L'évaluation de la crédibilité d'un demandeur constitue l'essentiel de la compétence de la Commission. La Cour a statué que la Commission a une expertise bien établie pour statuer sur des quesions de fait, et plus particulièrement pour évaluer la crédibilité et la crainte subjective de persécution d'un demandeur : voir Rahaman c. Canada (Ministre de la Citoyenneté et de l'Immigration), [2000] A.C.F. no 1800, au paragr. 38 (QL) (1re inst.); et Cepeda-Gutierrez c. Canada (Ministre de la Citoyenneté et de l'Immigration) (1998), 157 F.T.R. 35, au paragr. 14.

[16]            Cela englobe l'appréciation de la véracité des déclarations ainsi que de leur force probante. En l'espèce, la Commission n'a manifestement pas accepté son argument selon lequel elle a confondu [traduction] « arrêtés » et [traduction] « inculpés » . Il n'était certainement pas manifestement déraisonnable qu'elle le fasse.
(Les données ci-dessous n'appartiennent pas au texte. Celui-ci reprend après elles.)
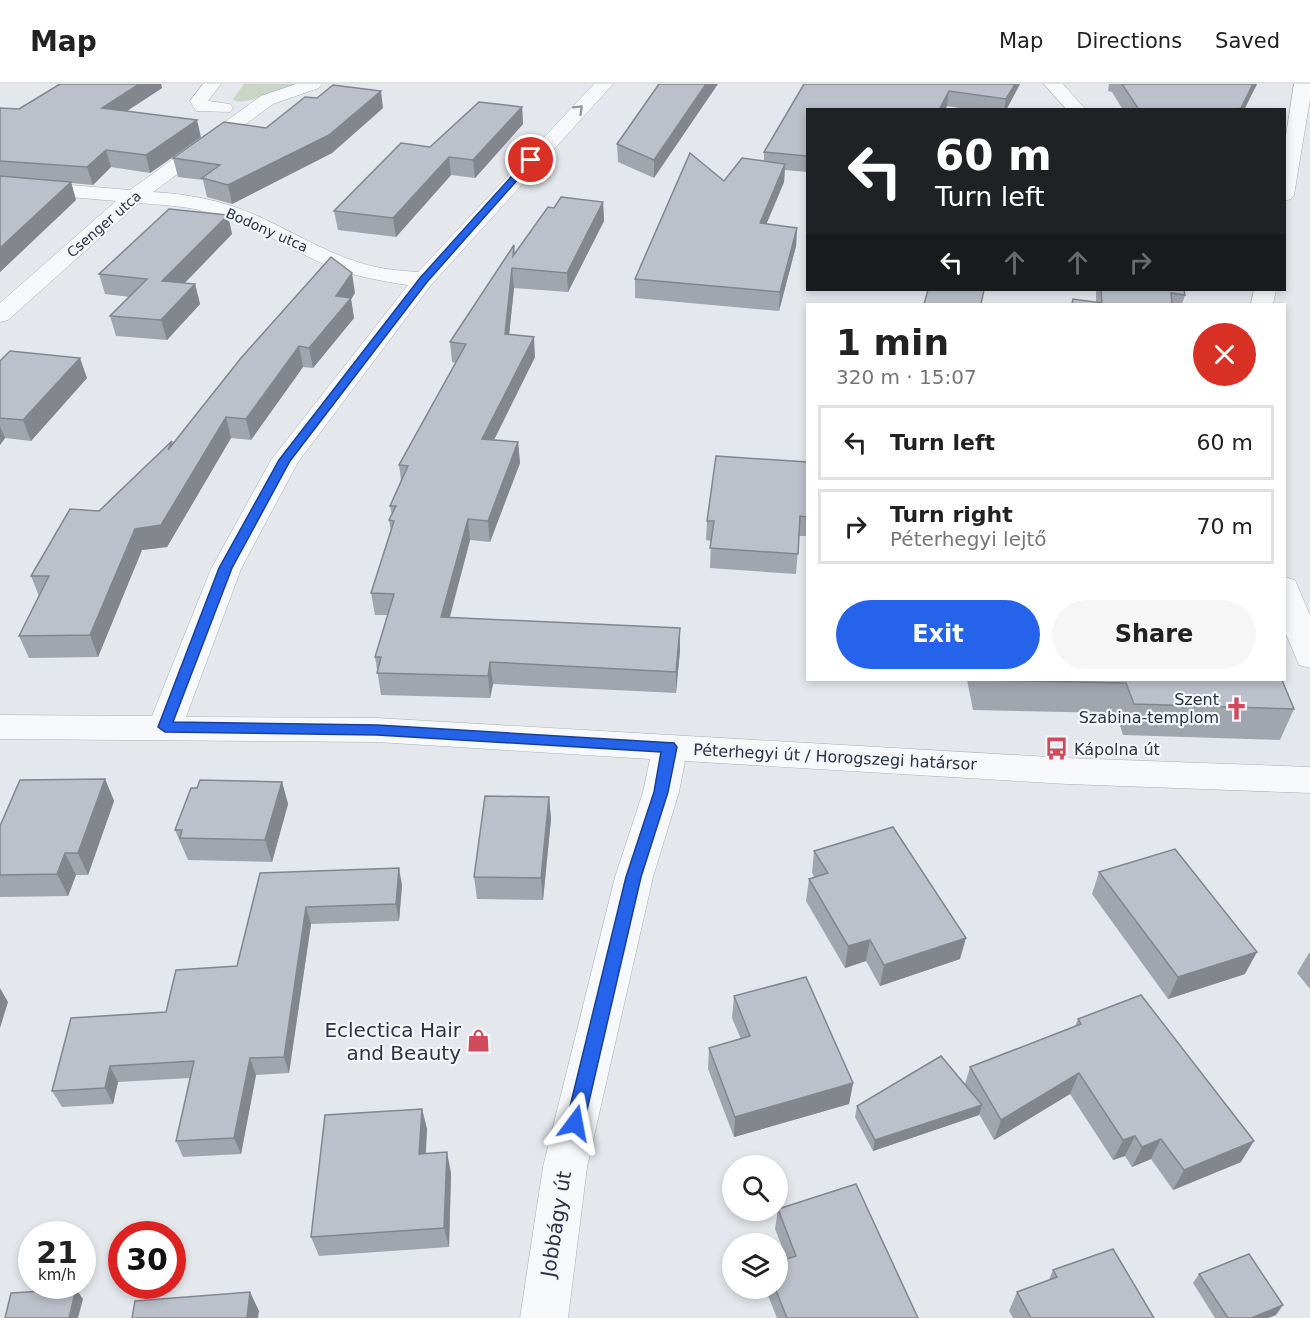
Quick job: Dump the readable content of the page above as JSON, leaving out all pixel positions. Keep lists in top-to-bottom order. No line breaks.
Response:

[17]            Pour ce qui est du moment où a été présentée la demande d'asile, la Commission a conclu que le fait que la demanderesse a attendu un mois pour présenter une demande d'asile était « un signe de plus qui indique une absence de crainte subjective » . Bien évidemment, ce n'est pas le seul facteur et la Commission était libre de lui attribuer une certaine force probante. Manifestement, la Commission n'a pas trouvé très digne de foi l'explication fournie par la demanderesse au sujet de la tardiveté du dépôt de sa demande. Il serait sans doute possible d'en arriver à une autre conclusion mais la conclusion de la Commission n'est pas manifestement déraisonnable.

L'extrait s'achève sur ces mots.